**Exercise description:** Your answer should be a single number: how many lines in the data below hold the string "Piazza".

[Data excerpts]

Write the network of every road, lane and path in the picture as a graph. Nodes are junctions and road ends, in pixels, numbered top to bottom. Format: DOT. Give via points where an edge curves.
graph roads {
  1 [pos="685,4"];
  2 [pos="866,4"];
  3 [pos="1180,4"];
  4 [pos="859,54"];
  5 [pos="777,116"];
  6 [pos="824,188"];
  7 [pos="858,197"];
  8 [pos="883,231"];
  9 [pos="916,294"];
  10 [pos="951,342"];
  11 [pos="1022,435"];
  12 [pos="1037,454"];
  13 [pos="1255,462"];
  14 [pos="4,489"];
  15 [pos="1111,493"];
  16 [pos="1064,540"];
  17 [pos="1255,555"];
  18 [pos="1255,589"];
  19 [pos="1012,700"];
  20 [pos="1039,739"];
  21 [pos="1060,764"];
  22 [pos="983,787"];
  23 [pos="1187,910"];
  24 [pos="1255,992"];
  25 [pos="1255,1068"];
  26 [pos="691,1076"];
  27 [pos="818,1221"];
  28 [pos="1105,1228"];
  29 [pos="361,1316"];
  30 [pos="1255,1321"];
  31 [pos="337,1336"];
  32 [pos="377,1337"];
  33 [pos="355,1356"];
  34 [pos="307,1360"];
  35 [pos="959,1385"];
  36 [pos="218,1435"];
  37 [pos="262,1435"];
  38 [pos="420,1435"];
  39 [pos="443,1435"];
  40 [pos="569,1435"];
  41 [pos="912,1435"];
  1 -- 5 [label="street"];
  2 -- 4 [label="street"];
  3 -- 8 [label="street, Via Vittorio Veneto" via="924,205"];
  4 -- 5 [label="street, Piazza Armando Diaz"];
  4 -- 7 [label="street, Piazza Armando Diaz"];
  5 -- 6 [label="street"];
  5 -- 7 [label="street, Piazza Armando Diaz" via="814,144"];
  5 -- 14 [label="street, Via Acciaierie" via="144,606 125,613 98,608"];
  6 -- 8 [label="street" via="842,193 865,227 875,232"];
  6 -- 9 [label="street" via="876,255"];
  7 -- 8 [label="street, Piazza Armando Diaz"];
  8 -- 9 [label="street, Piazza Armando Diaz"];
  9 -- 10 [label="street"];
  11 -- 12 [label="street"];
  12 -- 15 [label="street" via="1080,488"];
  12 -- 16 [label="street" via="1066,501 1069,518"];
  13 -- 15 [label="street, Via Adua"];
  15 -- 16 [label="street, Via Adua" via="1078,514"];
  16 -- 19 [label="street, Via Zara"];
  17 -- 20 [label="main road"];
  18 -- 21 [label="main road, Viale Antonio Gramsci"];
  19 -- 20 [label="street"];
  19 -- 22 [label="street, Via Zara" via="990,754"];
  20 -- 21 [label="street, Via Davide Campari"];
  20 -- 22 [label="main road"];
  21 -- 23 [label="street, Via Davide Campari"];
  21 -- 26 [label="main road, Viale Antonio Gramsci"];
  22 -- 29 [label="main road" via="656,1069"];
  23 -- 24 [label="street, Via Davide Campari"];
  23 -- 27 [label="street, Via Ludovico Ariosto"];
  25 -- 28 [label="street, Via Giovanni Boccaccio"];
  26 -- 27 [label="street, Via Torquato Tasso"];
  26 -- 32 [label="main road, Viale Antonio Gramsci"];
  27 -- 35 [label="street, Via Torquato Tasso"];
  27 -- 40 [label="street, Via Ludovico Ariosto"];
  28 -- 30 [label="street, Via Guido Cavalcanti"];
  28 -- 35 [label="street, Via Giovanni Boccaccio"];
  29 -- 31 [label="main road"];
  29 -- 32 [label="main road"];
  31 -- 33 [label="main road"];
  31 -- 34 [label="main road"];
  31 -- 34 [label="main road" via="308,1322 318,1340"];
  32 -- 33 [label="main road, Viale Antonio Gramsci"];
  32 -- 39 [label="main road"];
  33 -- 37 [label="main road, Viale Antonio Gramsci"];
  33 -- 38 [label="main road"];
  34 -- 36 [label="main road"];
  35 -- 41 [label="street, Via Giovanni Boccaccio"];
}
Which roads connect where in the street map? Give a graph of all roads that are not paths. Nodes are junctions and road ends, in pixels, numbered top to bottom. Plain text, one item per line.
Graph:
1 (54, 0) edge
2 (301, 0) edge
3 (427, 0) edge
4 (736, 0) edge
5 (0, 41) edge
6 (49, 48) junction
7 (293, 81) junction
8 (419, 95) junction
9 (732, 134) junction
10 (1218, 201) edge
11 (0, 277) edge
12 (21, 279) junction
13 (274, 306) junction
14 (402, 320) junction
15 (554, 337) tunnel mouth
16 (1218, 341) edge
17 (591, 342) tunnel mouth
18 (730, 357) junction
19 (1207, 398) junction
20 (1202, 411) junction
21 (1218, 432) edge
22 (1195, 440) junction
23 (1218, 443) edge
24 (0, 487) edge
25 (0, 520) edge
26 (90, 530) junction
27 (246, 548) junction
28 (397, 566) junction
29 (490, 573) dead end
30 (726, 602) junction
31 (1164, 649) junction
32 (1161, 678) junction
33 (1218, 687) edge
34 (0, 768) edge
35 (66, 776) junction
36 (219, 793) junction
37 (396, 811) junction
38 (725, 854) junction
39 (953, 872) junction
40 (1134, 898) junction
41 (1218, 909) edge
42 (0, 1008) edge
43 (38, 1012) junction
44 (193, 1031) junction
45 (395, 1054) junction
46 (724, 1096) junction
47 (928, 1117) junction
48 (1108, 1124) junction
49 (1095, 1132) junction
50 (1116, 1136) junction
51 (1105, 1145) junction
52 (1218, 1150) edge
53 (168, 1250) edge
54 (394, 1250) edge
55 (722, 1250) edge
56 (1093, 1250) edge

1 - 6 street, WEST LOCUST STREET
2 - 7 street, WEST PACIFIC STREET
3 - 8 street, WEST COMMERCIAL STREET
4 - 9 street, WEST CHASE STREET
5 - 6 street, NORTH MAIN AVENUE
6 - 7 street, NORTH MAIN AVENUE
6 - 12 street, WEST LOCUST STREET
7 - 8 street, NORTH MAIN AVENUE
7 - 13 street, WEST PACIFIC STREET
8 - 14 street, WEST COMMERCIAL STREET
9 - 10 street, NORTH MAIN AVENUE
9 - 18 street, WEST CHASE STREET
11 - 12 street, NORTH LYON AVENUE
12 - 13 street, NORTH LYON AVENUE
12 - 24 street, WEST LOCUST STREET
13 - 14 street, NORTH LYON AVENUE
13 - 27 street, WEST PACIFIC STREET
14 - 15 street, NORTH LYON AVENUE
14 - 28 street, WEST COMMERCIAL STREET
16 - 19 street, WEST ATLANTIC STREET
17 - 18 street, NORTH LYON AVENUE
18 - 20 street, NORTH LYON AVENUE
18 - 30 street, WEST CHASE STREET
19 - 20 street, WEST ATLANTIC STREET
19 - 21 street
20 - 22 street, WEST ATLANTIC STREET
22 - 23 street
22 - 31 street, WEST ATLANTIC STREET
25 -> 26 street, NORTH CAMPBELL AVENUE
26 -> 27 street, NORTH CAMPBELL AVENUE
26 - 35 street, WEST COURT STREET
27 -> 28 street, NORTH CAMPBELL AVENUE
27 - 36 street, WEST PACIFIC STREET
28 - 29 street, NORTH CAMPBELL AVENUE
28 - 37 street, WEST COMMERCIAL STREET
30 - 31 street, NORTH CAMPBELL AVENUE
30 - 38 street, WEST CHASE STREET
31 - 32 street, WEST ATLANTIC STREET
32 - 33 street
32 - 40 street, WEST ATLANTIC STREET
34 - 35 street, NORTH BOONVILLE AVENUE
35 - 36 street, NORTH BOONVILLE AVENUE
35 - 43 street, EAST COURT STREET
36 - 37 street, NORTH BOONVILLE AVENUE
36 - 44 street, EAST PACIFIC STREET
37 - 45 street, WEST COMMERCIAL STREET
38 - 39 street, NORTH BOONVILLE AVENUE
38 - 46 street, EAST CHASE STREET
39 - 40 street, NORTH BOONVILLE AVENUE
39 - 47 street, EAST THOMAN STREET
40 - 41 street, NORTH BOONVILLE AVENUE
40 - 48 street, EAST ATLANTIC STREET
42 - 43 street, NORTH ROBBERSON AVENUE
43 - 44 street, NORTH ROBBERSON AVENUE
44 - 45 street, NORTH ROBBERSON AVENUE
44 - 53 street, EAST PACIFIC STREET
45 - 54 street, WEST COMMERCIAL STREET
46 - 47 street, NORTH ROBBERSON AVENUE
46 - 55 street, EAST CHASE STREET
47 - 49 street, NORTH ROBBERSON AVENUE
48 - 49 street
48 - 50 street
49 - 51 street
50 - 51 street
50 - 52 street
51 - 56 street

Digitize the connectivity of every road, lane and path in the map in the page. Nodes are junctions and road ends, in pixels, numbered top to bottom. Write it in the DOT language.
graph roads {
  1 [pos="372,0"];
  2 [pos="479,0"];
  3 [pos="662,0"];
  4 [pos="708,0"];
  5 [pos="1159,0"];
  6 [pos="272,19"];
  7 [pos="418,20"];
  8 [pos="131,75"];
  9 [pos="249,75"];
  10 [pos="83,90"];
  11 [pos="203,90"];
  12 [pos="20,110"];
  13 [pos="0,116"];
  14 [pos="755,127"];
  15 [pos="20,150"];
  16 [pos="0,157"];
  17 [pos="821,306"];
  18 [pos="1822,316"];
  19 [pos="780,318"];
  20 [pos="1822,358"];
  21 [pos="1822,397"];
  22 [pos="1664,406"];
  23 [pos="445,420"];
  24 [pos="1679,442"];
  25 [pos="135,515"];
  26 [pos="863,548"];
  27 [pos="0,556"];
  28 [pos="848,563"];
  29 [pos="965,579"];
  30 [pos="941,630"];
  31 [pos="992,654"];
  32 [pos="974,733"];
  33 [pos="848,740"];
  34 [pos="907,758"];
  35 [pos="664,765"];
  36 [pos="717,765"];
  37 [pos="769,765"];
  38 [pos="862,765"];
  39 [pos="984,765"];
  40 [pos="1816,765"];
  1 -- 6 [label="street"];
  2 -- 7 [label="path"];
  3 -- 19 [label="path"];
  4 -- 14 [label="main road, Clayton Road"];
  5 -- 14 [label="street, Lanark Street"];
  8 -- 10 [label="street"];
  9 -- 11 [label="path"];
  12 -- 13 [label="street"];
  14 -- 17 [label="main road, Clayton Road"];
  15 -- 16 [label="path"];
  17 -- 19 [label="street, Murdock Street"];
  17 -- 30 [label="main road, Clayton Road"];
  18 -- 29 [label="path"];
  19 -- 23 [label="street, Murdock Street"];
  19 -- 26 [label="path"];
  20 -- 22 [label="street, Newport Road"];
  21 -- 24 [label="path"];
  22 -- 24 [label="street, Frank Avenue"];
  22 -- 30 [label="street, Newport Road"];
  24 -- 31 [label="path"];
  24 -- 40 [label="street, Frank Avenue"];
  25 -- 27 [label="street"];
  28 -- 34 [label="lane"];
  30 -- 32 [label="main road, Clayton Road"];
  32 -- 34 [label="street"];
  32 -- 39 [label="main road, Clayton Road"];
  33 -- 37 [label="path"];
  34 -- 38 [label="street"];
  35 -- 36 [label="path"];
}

[/Data excerpts]

**Task answer:** 5